Earlier this month, as we have done 3 other times under the 4th Republic, we peacefully transferred power from the governing party to the opposition party to global applause.
But was this transfer “peaceful”? 4 of our fellow Ghanaians died in election-related violence on top of the 9 who died 4 years earlier. And during the counting of election results, there were intimidation and coercion forcing the EC to abandon collation efforts repeatedly.
Vigilantes associated with the NDC have invaded offices and even private homes to take over offices and to reportedly prevent theft of public property. The culmination of this was the clash between NDC small-scale miners and soldiers that left about 9 miners dead in Obuasi.
To be fair, these NDC vigilantes are not the first to take the law into their own hands. 8 years ago, NPP vigilantes stormed a court in Kumasi to release some colleagues after they had chased the Regional Security Co-Ordinator out of his office.
And none of the NPP leaders condemning vigilantism now saw anything wrong then. So, election related vigilante activity– from Issa Mobila to Kumbungu to Atiwa and Ayawaso etc have been sadly endemic to the 4th Republic. Unfortunately, this lawlessness is not just restricted to election periods and vigilantes.
President Rawlings assaulted his own VP in the presence of his entire cabinet in 1996. Before then, NDC vigilantes and/or security operatives had killed some Kumi Preko demonstrators in 1995.
And in 1999, on the orders of President Rawlings, a $6.5 hotel belonging to Alhaji Yusif Ibrahim was destroyed on the orders of President Rawlings. We later paid a judgment debt. But this problem was not confined to sojaman Rawlings.
In 2021, soldiers had been on the premises of Parliament during the election of our Speaker. Then in 2023, the Ghana Armed Forces, ” conducted a swoop in Ashaiman and its environs in a manhunt for some criminals, who are suspected to have stabbed and killed a young soldier”.
In this, as in the death of citizens during elections, there was not a word from either the President of the Republic or the IGP. Indeed, the IGP needed a directive from the new President to investigate the death of his fellow citizens! Members of government routinely bully members of the public out of their lands.
Unfortunately, even our Judiciary is a central part of this culture of lawlessness. Important cases–like the Domelovo case and the Amo election case after the 1996 election–are blatantly ignored for obviously partisan reasons. Other cases are heard with lightning speed– like the Speaker’s case– for blatantly partisan reasons.
Panels are reconstituted in the middle of cases and judges are removed from cases they have finished trying. As Kan Dapaah said, “It is not good if one side wins too much”.

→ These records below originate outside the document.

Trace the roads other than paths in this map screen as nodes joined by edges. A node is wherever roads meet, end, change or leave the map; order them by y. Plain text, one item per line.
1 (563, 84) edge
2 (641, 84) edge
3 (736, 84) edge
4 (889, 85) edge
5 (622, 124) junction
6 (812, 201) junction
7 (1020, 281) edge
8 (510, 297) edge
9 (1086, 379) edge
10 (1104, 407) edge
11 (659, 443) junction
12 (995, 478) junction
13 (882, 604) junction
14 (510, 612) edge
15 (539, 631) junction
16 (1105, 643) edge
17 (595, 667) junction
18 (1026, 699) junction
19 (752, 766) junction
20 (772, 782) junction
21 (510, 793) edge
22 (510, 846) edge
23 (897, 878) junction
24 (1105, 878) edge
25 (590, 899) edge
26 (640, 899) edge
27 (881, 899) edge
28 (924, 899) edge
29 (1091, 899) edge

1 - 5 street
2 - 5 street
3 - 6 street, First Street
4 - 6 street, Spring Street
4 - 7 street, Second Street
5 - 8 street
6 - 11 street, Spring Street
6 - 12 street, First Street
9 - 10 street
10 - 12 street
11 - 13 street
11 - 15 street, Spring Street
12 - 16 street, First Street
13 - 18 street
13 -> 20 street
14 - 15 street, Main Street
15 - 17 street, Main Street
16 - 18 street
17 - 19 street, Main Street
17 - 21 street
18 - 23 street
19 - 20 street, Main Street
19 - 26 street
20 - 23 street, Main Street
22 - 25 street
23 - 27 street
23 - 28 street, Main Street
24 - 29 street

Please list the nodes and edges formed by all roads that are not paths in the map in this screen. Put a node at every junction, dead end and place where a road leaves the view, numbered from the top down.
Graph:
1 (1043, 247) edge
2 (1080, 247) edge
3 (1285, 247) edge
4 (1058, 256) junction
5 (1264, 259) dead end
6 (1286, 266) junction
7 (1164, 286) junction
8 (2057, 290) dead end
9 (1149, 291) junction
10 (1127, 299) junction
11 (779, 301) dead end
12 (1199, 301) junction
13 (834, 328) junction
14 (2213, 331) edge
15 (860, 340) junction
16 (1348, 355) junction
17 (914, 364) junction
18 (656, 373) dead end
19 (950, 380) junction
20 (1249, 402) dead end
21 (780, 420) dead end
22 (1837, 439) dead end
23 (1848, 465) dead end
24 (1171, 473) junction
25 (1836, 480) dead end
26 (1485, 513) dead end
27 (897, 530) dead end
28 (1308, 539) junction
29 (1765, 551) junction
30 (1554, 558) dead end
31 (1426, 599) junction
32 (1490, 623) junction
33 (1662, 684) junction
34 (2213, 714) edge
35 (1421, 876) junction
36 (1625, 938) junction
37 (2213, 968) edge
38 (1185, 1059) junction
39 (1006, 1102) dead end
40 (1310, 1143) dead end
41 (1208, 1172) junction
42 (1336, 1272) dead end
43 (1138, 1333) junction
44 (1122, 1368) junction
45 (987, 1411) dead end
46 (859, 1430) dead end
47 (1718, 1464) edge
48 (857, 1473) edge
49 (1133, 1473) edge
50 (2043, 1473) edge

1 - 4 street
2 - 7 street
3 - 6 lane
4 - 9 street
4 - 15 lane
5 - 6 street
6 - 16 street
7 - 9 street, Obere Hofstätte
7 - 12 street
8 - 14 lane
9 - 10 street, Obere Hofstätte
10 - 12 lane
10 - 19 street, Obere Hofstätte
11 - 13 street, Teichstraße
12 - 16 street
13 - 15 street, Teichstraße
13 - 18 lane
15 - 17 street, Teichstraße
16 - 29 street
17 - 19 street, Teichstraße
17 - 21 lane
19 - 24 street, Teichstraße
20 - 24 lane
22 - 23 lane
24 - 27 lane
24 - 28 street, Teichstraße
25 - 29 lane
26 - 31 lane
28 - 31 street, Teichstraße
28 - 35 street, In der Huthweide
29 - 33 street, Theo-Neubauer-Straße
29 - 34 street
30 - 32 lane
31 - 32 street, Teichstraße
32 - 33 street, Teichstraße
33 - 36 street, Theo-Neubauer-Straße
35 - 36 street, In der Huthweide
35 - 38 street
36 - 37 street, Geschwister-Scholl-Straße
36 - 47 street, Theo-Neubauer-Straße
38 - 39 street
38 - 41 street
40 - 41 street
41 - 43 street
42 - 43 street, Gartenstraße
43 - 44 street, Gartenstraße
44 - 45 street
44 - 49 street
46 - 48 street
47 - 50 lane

But it is not just the Judiciary that is complicit. Media have beaten war drums on behalf of partisan and perverse causes. And the clergy can find moral excuses for every immoral cause–like building a national Cathedral with public funds even while good churches are building schools.
When the clergy cannot call out a leader for using God’s name in vain, the nation is in trouble. Finally, political parties have been turned into private fiefdoms of unscrupulous leaders where our laws and morality are honoured in the breach. We cannot behave as if our laws don’t matter during elections.
We cannot be a nation under the rule of law and behave as if some are above the law. We cannot have media who promote partisanship and vigilantism in a democracy. We cannot have a democracy without democrats and what former President Nana Akufo-Addo called, “democratic accountability “.
Let our parties look at best practices elsewhere and be more democratic , transparent and accountable. Let the media do some soul-searching.
Those who threaten freedom of speech are not just bad strong men in government. Wealthy private interest and criminal organizations can destroy those and our development.
Let our priests watch the the Catholic priest admonishing President Trump a few days ago and rediscover what their purpose in our polity is– the speaking of truth to power. Next, let our security Forces enforce our damn laws regardless of who is in power.
An IGP who requires a Presidential directive to investigate the murder of his fellow citizens has betrayed his oath. Let our judges not sway to politics like clothes on a drying line does to the wind. Democracy cannot grow independent of the law. It is undergirded by the fair and firm enforcement of laws.
Let’s be “citizens, not spectators”. May God bless Ghana.
The post Arthur Kobina Kennedy: Ghana’s lawless democracy first appeared on 3News.